■ **Task objective**: Write out the listing beneath this instruction in its entirety, exactly as it reads.

START Input records

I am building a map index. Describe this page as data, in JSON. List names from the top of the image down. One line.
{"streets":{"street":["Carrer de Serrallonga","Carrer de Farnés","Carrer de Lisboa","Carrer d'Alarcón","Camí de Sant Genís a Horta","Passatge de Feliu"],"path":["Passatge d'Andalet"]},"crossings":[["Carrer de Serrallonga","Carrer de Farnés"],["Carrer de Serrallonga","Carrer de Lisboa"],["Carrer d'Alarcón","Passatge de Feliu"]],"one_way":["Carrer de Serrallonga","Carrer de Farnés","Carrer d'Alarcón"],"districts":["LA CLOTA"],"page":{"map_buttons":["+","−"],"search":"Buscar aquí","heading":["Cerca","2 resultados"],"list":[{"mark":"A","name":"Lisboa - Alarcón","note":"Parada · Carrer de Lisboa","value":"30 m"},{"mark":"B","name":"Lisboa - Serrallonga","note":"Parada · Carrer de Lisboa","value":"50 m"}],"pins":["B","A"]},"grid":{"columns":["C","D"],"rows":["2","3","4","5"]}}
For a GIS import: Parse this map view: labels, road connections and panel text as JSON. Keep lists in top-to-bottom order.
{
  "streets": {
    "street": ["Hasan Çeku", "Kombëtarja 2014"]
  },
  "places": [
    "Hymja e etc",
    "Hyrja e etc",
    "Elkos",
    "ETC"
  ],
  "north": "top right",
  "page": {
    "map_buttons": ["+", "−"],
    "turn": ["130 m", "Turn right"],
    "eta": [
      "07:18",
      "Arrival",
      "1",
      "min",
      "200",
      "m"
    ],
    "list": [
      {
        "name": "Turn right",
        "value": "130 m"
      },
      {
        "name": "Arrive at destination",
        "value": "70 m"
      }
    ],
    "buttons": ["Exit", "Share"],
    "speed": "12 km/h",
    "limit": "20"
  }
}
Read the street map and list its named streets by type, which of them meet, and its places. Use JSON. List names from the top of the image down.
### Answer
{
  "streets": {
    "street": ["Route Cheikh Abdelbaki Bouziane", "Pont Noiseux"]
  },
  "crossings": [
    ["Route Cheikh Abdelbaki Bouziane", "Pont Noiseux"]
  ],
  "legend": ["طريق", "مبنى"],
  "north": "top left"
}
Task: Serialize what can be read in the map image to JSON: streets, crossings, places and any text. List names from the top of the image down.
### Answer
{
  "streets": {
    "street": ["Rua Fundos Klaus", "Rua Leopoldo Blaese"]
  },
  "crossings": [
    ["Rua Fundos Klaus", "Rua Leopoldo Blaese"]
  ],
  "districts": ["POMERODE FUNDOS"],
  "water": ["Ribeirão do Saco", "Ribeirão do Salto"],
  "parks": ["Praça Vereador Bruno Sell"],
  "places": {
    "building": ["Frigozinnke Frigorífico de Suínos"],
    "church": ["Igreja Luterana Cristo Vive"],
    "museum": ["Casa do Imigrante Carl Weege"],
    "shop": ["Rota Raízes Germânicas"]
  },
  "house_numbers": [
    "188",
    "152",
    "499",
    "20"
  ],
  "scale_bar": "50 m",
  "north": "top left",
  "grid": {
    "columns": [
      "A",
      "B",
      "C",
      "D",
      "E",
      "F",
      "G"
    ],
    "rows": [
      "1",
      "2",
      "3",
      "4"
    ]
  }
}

END Input records

■ **Expected output**:
I am building a map index. Describe this page as data, in JSON. List names from the top of the image down. One line.
{"streets":{"street":["Carrer de Serrallonga","Carrer de Farnés","Carrer de Lisboa","Carrer d'Alarcón","Camí de Sant Genís a Horta","Passatge de Feliu"],"path":["Passatge d'Andalet"]},"crossings":[["Carrer de Serrallonga","Carrer de Farnés"],["Carrer de Serrallonga","Carrer de Lisboa"],["Carrer d'Alarcón","Passatge de Feliu"]],"one_way":["Carrer de Serrallonga","Carrer de Farnés","Carrer d'Alarcón"],"districts":["LA CLOTA"],"page":{"map_buttons":["+","−"],"search":"Buscar aquí","heading":["Cerca","2 resultados"],"list":[{"mark":"A","name":"Lisboa - Alarcón","note":"Parada · Carrer de Lisboa","value":"30 m"},{"mark":"B","name":"Lisboa - Serrallonga","note":"Parada · Carrer de Lisboa","value":"50 m"}],"pins":["B","A"]},"grid":{"columns":["C","D"],"rows":["2","3","4","5"]}}
For a GIS import: Parse this map view: labels, road connections and panel text as JSON. Keep lists in top-to-bottom order.
{
  "streets": {
    "street": ["Hasan Çeku", "Kombëtarja 2014"]
  },
  "places": [
    "Hymja e etc",
    "Hyrja e etc",
    "Elkos",
    "ETC"
  ],
  "north": "top right",
  "page": {
    "map_buttons": ["+", "−"],
    "turn": ["130 m", "Turn right"],
    "eta": [
      "07:18",
      "Arrival",
      "1",
      "min",
      "200",
      "m"
    ],
    "list": [
      {
        "name": "Turn right",
        "value": "130 m"
      },
      {
        "name": "Arrive at destination",
        "value": "70 m"
      }
    ],
    "buttons": ["Exit", "Share"],
    "speed": "12 km/h",
    "limit": "20"
  }
}
Read the street map and list its named streets by type, which of them meet, and its places. Use JSON. List names from the top of the image down.
### Answer
{
  "streets": {
    "street": ["Route Cheikh Abdelbaki Bouziane", "Pont Noiseux"]
  },
  "crossings": [
    ["Route Cheikh Abdelbaki Bouziane", "Pont Noiseux"]
  ],
  "legend": ["طريق", "مبنى"],
  "north": "top left"
}
Task: Serialize what can be read in the map image to JSON: streets, crossings, places and any text. List names from the top of the image down.
### Answer
{
  "streets": {
    "street": ["Rua Fundos Klaus", "Rua Leopoldo Blaese"]
  },
  "crossings": [
    ["Rua Fundos Klaus", "Rua Leopoldo Blaese"]
  ],
  "districts": ["POMERODE FUNDOS"],
  "water": ["Ribeirão do Saco", "Ribeirão do Salto"],
  "parks": ["Praça Vereador Bruno Sell"],
  "places": {
    "building": ["Frigozinnke Frigorífico de Suínos"],
    "church": ["Igreja Luterana Cristo Vive"],
    "museum": ["Casa do Imigrante Carl Weege"],
    "shop": ["Rota Raízes Germânicas"]
  },
  "house_numbers": [
    "188",
    "152",
    "499",
    "20"
  ],
  "scale_bar": "50 m",
  "north": "top left",
  "grid": {
    "columns": [
      "A",
      "B",
      "C",
      "D",
      "E",
      "F",
      "G"
    ],
    "rows": [
      "1",
      "2",
      "3",
      "4"
    ]
  }
}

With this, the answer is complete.